WHAT YOU SHOULD DO:
Could you copy every entry exactly, dropping the pictures?

====== SOURCE MATERIAL

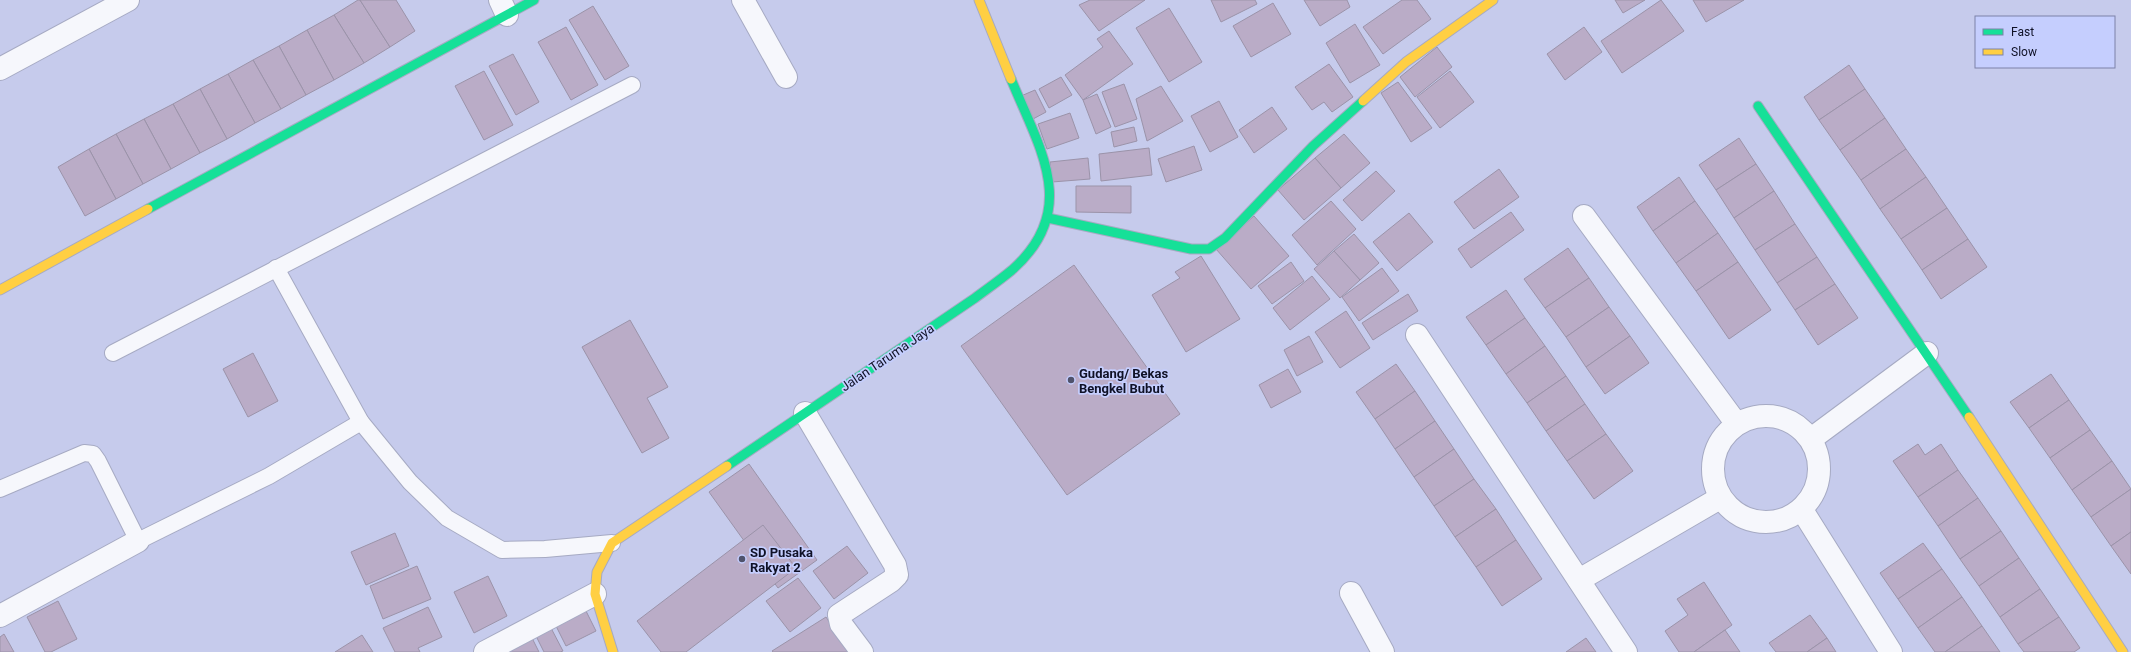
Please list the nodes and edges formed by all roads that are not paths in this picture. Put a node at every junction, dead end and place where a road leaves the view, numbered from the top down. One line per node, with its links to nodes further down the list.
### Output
1 (128, 0): 6 (street)
2 (534, 0): 7 (street)
3 (744, 0): 9 (street)
4 (979, 0): 13 (street, Jalan Taruma Jaya)
5 (1493, 0): 13 (street)
6 (100, 7): 8 (street)
7 (503, 7): 15 (street)
8 (0, 69)
9 (786, 77)
10 (632, 85): 14 (lane)
11 (1758, 106): 18 (street)
12 (1584, 216): 21 (street)
13 (1048, 218): 19 (street, Jalan Taruma Jaya)
14 (276, 268): 17 (lane); 20 (lane)
15 (2, 284)
16 (1417, 335): 28 (street)
17 (113, 353)
18 (1927, 353): 22 (street); 38 (street)
19 (805, 413): 27 (street, Jalan Taruma Jaya); 34 (street)
20 (361, 422): 26 (lane); 27 (lane)
21 (1736, 423): 22 (street); 24 (street)
22 (1811, 439): 25 (street)
23 (0, 489): 26 (lane)
24 (1720, 498): 25 (street); 28 (street)
25 (1802, 510): 37 (street)
26 (138, 541): 31 (street)
27 (612, 543): 30 (street, Jalan Taruma Jaya)
28 (1579, 580): 36 (street)
29 (1351, 593): 35 (street)
30 (595, 594): 32 (street); 33 (street, Jalan Taruma Jaya)
31 (0, 616)
32 (484, 652)
33 (613, 652)
34 (862, 652)
35 (1383, 652)
36 (1626, 652)
37 (1891, 652)
38 (2123, 652)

============

ANSWER TO THIS PROBLEM:
Please list the nodes and edges formed by all roads that are not paths in this picture. Put a node at every junction, dead end and place where a road leaves the view, numbered from the top down. One line per node, with its links to nodes further down the list.
### Output
1 (128, 0): 6 (street)
2 (534, 0): 7 (street)
3 (744, 0): 9 (street)
4 (979, 0): 13 (street, Jalan Taruma Jaya)
5 (1493, 0): 13 (street)
6 (100, 7): 8 (street)
7 (503, 7): 15 (street)
8 (0, 69)
9 (786, 77)
10 (632, 85): 14 (lane)
11 (1758, 106): 18 (street)
12 (1584, 216): 21 (street)
13 (1048, 218): 19 (street, Jalan Taruma Jaya)
14 (276, 268): 17 (lane); 20 (lane)
15 (2, 284)
16 (1417, 335): 28 (street)
17 (113, 353)
18 (1927, 353): 22 (street); 38 (street)
19 (805, 413): 27 (street, Jalan Taruma Jaya); 34 (street)
20 (361, 422): 26 (lane); 27 (lane)
21 (1736, 423): 22 (street); 24 (street)
22 (1811, 439): 25 (street)
23 (0, 489): 26 (lane)
24 (1720, 498): 25 (street); 28 (street)
25 (1802, 510): 37 (street)
26 (138, 541): 31 (street)
27 (612, 543): 30 (street, Jalan Taruma Jaya)
28 (1579, 580): 36 (street)
29 (1351, 593): 35 (street)
30 (595, 594): 32 (street); 33 (street, Jalan Taruma Jaya)
31 (0, 616)
32 (484, 652)
33 (613, 652)
34 (862, 652)
35 (1383, 652)
36 (1626, 652)
37 (1891, 652)
38 (2123, 652)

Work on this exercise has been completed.